The Taoiseach has said that more progress from the British government is needed on the border in the next two weeks ahead of a European Council meeting.

Speaking in the Dail, Leo Varadkar said that if this does not happen, the council will not be in a position to state that real and meaningful progress has been made.

He said that could bring into question whether it is possible to agree a withdrawal agreement by the October deadline.

Mr Varadkar said it often seemed like the UK was negotiating with itself.

However he said the EU was united and from a position of strength 'we would get the outcome we want'.

He described the British proposals on custom arrangements as a partial solution as it deals with customs not with regulation.

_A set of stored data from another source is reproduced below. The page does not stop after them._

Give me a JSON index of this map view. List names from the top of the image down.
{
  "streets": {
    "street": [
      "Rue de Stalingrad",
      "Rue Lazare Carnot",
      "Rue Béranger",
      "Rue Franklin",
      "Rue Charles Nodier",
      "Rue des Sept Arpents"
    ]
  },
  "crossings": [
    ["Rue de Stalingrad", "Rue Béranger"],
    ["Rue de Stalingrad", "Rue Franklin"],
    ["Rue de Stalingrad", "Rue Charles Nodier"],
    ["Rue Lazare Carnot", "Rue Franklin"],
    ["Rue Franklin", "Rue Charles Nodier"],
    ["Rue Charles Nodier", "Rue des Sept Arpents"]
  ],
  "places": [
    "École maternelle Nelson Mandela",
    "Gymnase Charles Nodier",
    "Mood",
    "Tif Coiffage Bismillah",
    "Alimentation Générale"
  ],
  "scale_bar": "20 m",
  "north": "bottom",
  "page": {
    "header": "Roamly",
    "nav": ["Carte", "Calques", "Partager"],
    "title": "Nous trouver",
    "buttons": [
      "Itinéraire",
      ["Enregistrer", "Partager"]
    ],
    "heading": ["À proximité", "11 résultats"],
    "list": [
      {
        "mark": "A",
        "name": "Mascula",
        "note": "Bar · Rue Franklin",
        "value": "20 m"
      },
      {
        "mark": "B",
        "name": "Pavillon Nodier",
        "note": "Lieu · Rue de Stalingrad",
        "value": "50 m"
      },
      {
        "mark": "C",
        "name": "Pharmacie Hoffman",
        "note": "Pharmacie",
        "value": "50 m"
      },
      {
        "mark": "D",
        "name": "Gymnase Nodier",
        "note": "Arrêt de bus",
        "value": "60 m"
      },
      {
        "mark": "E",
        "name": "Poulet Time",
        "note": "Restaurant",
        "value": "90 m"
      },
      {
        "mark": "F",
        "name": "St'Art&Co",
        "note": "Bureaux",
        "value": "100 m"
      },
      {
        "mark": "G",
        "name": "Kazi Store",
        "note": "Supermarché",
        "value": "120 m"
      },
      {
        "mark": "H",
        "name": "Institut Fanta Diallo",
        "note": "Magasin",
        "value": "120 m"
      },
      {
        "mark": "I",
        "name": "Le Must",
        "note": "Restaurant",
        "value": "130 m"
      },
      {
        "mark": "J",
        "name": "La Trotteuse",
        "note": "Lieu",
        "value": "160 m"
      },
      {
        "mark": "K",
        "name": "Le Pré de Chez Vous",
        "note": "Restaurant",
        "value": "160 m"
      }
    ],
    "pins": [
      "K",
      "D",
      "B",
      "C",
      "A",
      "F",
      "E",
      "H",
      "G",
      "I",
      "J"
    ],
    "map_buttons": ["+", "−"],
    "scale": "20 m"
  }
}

Earlier, Tánaiste and Minister for Foreign Affairs Simon Coveney updated the Cabinet on the progress of the Brexit negotiations, ahead of the European Council meeting.

It was the first opportunity for ministers to discuss the British government's proposals on the customs union that were published last week.

British Prime Minister Theresa May's recent proposals for a 2021 deadline for a final agreement and an end to all of the UK conforming to EU custom regulations were firmly viewed by Ireland as a first step with more work needed.

The Cabinet was also briefed on the contingency plans by Government departments and agencies.

Logistical planning for pension and social welfare payments to non-EU citizens within the common travel area post-Brexit will also be discussed.

With the Government's focus now clearly on the European Council meeting, the Tánaiste travelled to Germany today and Taoiseach Leo Varadkar to Spain later this week.

However, they are keeping a close eye on Westminster and the outcome of votes on the EU Withdrawal Bill today and tomorrow.

Fianna Fáil spokesperson on Brexit, Lisa Chambers, has said it is crunch time for the negotiations.

Deputy Chambers said the Government oversold the backstop deal reached last December.

Labour leader Brendan Howlin said the prospect of a hard Brexit and a hard border is now a real threat.

Meanwhile, more high level training in customs clearance must be provided here to deal with the fallout from Brexit.

This was one of the main findings of a recent study by the Government's Expert Group on Future Skills Needs.

The report was one of two pieces of research brought to Cabinet by the Minister for Business, Enterprise and Innovation Health Humphreys.

The second report looked at the implications of Brexit on the 15 sectors that are considered to be most exposed economically.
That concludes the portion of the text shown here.